Vivemos em um país que se afirma laico e democrático, chamado de Republica Federativa do Brasil. Contudo, é necessário mais do que isso. É preciso encarar a realidade e é preciso que tenhamos um Estado que realmente consiga abarcar, de maneira concreta a totalidade de todos os seres humanos enquanto cidadãos e cidadãs.
A complexidade do tema e do estudo efetuado nos deu uma percepção de como analisar a questão do aborto. Esse tema não deve ser encarado como um fenômeno isolado já que são muitas as questões que o permeiam.
É inúmera a quantidade de abortos no Brasil realizados em clínicas clandestinas e hospitais, constituindo no ultimo caso quando derivado de estupro, ocasionando risco a vida da mulher ou quando verificado se tratar de feto anencéfalo. Em clínicas clandestinas o exercício do aborto é inteiramente comum nos casos de gravidez indesejada, mesmo que este seja crime.
É certo de que as mulheres vêm ganhando seu espaço no mundo afinal por um longo período de tempo a vem vivendo uma subalternização. Não é coerente que milhares de mulheres percam suas vidas por abortos realizados de forma insegura, é de grande necessidade entendemos que não é somente a questão de tirar uma vida, bem estar da mulher é nada mais do que o total direito que ela tem sobre seu próprio corpo e é necessário enxergar esse fato como uma questão de saúde pública.
É importante promover ambientes de discussões acerca do tema principalmente diante de uma sociedade conservadora na qual vivemos e não somente criminalizar o ato.

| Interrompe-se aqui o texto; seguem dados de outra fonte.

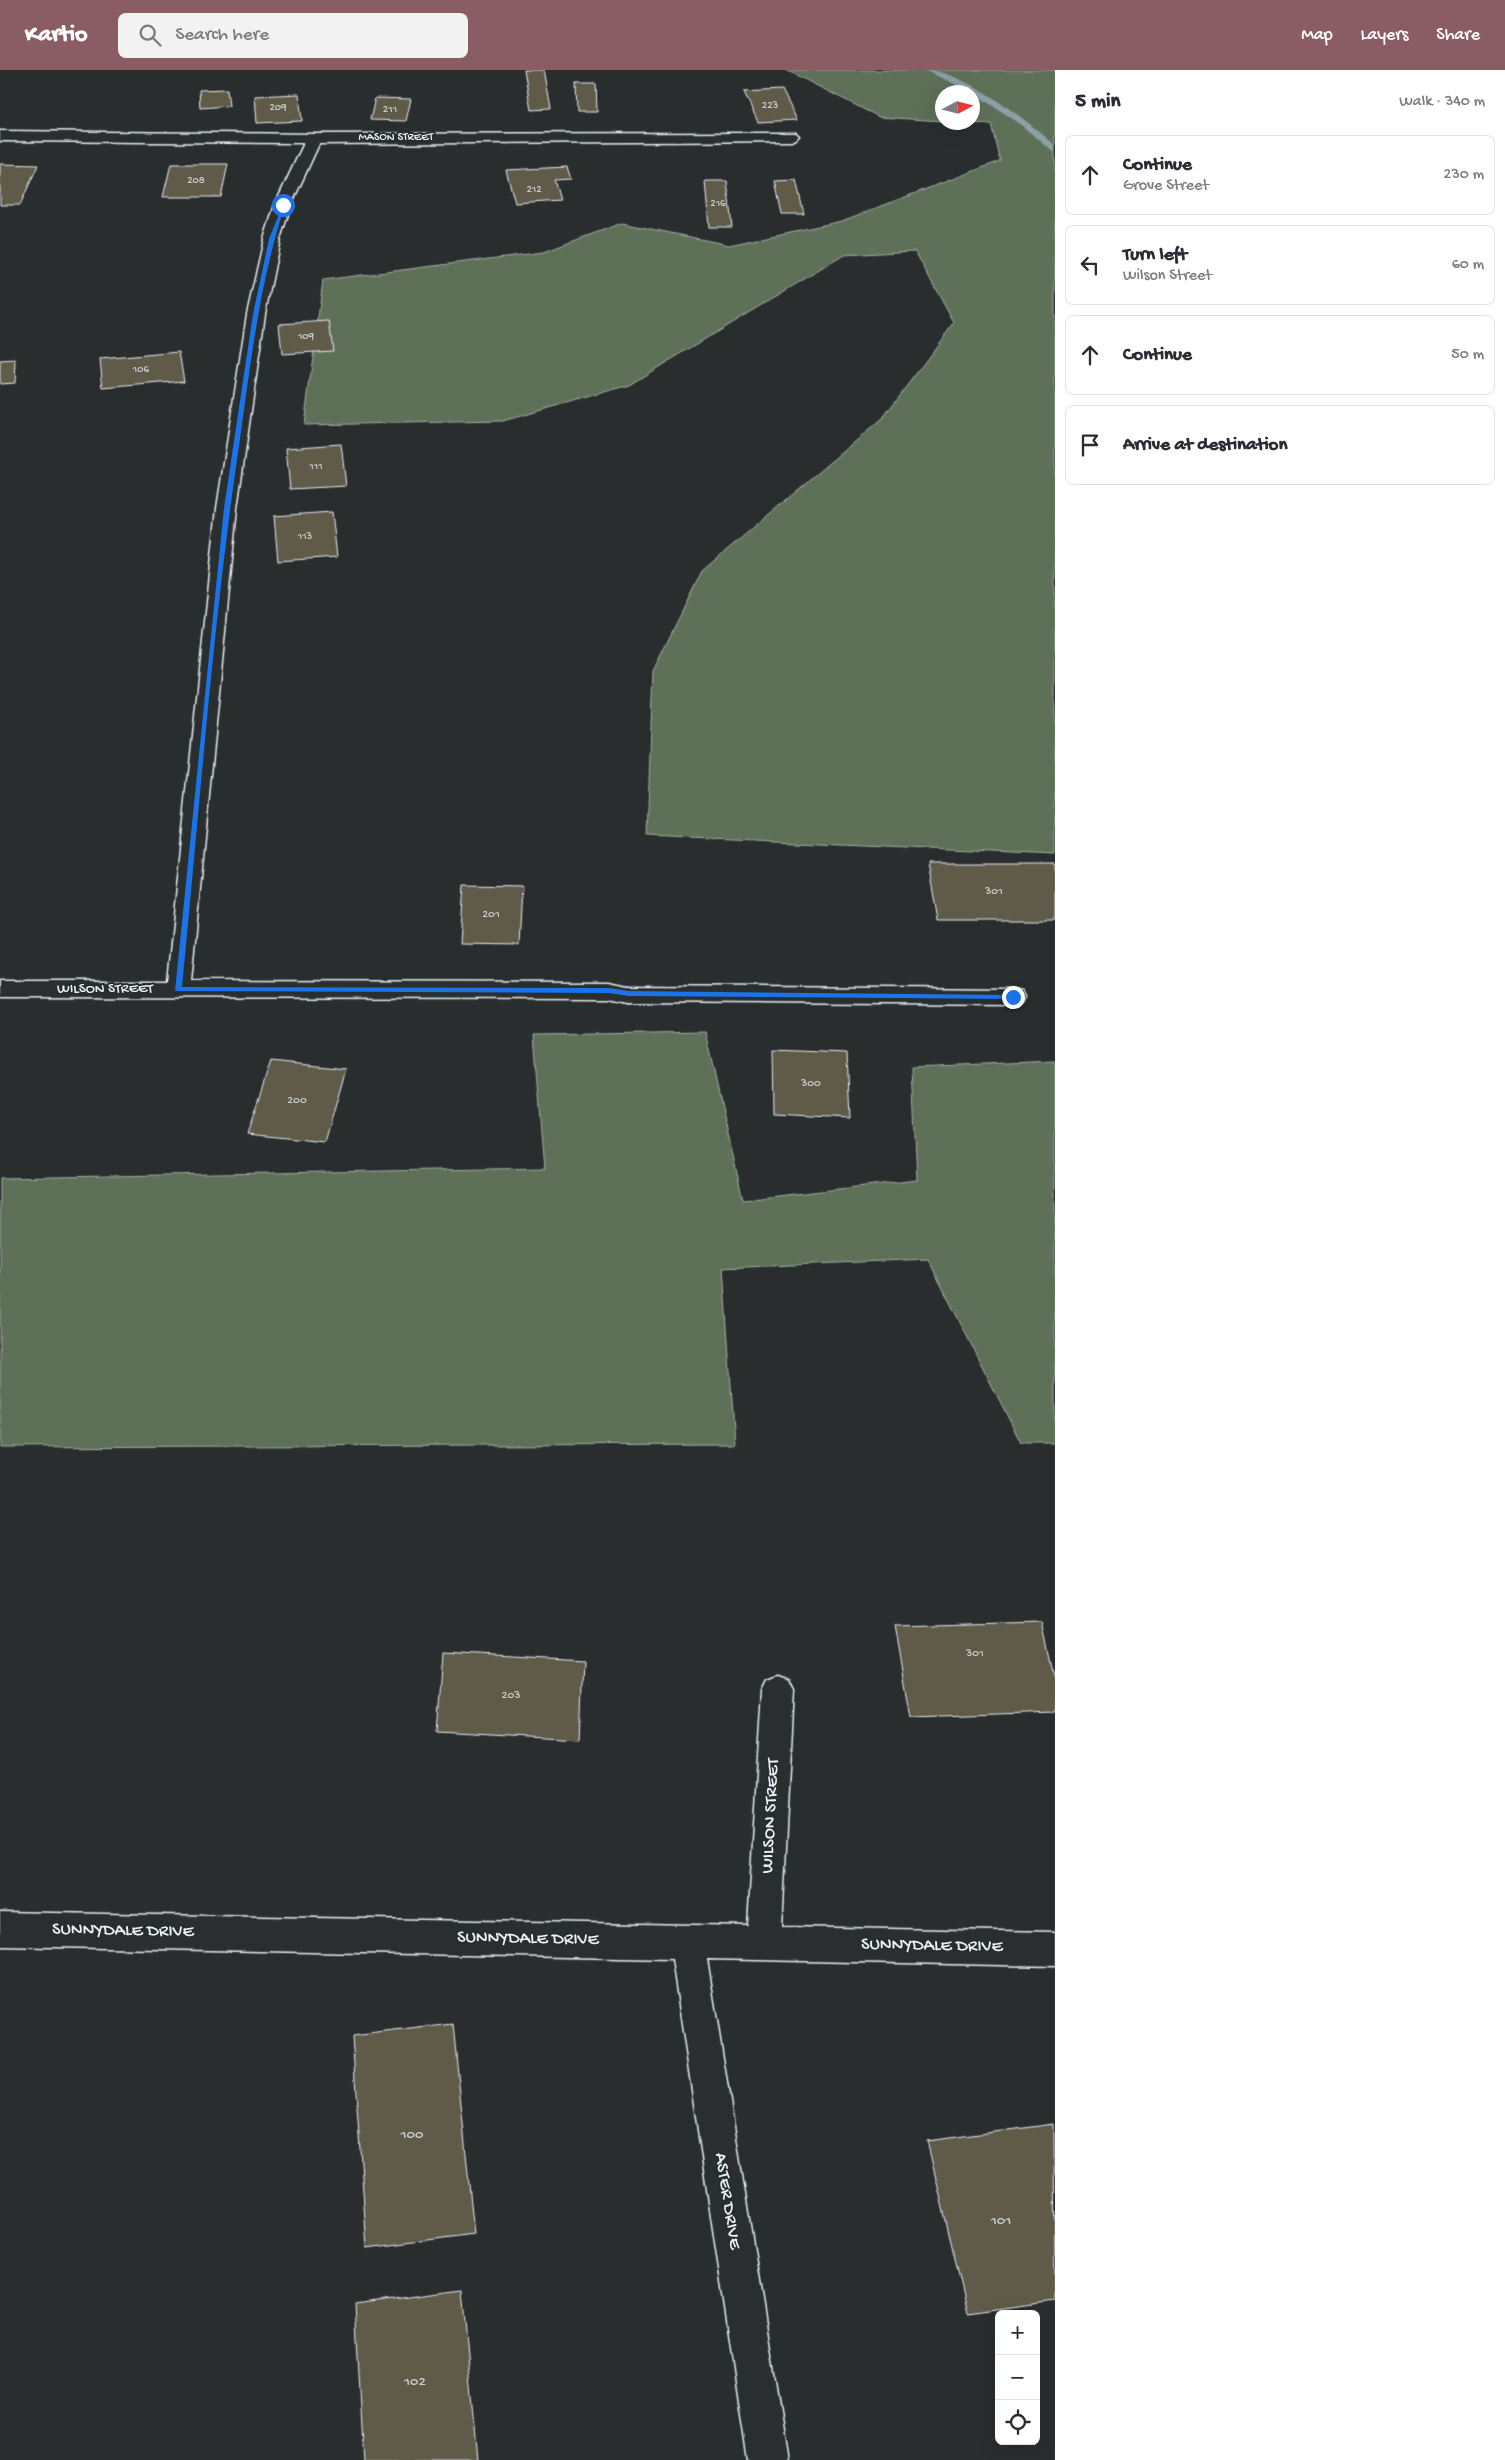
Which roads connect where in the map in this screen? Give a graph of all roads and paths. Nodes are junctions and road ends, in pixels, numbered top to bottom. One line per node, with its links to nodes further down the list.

O aborto é um problema social. A discussão a respeito de existência e consequências deve ser feita mediante a incorporação de justiça social, direitos humanos e saúde pública. A dimensão dos números comprova que o aborto inseguro é um assunto de saúde pública que deve ser priorizado pelos governantes, pelos legisladores e pela sociedade, seja por meio de uma reforma da legislação ou de uma campanha educativa séria.
Faz-se necessário aumentar a consciência social sobre os direitos humanos das mulheres e desenvolver atividades de capacitação para profissionais da saúde. Deve ser estudada uma forma de se descentralizar os serviços de aborto a fim de ampliar o acesso das mulheres aos serviços de saúde.
O Estado deve ser capaz de propiciar às mulheres condições de saúde adequadas, direito que está dentro do mínimo existencial e não lhe pode ser negado. A eficácia das políticas públicas depende do planejamento estatal e da participação popular e os gastos devem ser direcionados para as áreas prioritárias. Sendo o aborto a quarta causa de mortalidade materna, deve ser reavaliada a atenção que está voltada para a saúde da mulher, sem o comodismo da solução simplista de afirmar que o aborto é crime.
Assim, é urgente a necessidade de uma revisão da legislação penal, a fim de adequar a proteção da vida humana em formação aos postulados constitucionais, respeitando-se a dignidade humana e os direitos fundamentais da mulher.